# Task to carry out
Consider each line of the material below and note whether it holds "name". State how many do, and nothing else.

----------

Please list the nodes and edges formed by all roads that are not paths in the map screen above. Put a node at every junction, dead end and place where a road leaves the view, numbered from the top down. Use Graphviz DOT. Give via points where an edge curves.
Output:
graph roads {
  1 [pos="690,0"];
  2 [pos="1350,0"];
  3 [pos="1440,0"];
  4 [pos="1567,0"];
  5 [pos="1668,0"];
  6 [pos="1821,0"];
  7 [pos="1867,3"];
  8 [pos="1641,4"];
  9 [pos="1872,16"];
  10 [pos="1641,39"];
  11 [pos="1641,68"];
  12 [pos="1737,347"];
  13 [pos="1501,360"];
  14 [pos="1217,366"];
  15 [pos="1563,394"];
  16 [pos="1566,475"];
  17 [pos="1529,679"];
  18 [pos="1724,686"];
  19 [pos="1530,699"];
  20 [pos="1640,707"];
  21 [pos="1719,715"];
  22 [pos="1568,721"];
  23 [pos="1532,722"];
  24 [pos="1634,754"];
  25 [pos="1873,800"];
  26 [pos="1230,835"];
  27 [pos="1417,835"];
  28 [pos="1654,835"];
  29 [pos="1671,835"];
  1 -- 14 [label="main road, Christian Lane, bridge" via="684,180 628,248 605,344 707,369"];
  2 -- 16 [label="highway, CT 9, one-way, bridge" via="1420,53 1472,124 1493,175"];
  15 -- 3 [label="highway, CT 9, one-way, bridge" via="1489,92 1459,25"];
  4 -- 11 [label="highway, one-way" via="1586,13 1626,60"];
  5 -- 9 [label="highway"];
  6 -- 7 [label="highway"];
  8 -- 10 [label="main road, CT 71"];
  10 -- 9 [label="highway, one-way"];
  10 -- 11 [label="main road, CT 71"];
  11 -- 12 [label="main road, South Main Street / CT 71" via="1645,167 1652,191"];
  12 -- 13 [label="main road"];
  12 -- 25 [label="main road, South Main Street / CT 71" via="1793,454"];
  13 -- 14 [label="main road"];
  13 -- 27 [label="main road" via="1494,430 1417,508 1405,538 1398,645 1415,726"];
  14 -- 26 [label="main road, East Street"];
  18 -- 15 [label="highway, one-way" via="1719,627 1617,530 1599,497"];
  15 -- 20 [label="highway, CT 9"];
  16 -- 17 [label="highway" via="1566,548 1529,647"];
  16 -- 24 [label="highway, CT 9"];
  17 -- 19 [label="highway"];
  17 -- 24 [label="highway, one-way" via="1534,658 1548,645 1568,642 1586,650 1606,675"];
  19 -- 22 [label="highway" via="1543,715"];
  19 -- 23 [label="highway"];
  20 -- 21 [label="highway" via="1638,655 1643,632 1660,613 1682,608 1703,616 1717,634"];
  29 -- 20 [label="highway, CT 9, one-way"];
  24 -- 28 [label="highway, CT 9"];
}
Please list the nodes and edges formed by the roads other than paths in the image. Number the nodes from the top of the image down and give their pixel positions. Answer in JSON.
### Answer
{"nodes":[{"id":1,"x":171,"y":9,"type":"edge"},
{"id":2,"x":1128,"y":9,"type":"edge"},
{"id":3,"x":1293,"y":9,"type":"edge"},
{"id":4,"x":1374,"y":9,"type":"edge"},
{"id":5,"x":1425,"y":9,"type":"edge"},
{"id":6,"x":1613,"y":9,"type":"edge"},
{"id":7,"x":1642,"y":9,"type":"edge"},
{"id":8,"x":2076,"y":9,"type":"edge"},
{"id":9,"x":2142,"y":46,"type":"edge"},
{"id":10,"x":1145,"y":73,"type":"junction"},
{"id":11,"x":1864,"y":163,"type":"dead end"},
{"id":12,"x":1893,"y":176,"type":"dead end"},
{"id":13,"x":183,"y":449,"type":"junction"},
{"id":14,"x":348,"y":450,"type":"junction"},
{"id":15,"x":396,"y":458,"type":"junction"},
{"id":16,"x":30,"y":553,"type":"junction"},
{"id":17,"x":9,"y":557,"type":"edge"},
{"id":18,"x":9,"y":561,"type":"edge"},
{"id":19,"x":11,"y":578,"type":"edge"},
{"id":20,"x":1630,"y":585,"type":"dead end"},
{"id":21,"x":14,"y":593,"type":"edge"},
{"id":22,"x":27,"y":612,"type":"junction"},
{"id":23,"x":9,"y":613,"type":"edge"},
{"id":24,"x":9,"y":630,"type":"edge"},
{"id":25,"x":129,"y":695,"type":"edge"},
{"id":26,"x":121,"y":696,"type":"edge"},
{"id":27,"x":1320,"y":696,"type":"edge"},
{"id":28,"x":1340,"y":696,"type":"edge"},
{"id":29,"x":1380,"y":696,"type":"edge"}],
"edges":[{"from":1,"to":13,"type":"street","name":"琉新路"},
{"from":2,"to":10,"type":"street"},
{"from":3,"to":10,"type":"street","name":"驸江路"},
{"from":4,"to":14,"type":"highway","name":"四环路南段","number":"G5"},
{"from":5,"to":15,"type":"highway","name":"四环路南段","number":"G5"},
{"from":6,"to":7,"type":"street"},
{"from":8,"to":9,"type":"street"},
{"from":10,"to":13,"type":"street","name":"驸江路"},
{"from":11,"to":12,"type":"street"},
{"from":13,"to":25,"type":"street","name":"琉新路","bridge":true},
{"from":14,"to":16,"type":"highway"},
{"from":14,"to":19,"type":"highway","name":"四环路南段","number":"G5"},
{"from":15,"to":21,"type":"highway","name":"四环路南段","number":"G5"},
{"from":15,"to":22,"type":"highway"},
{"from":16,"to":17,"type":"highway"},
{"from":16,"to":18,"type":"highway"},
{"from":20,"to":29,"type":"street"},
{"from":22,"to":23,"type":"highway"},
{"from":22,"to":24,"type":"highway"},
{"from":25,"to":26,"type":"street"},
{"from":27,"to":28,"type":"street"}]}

----------

# Solution to the exercise
8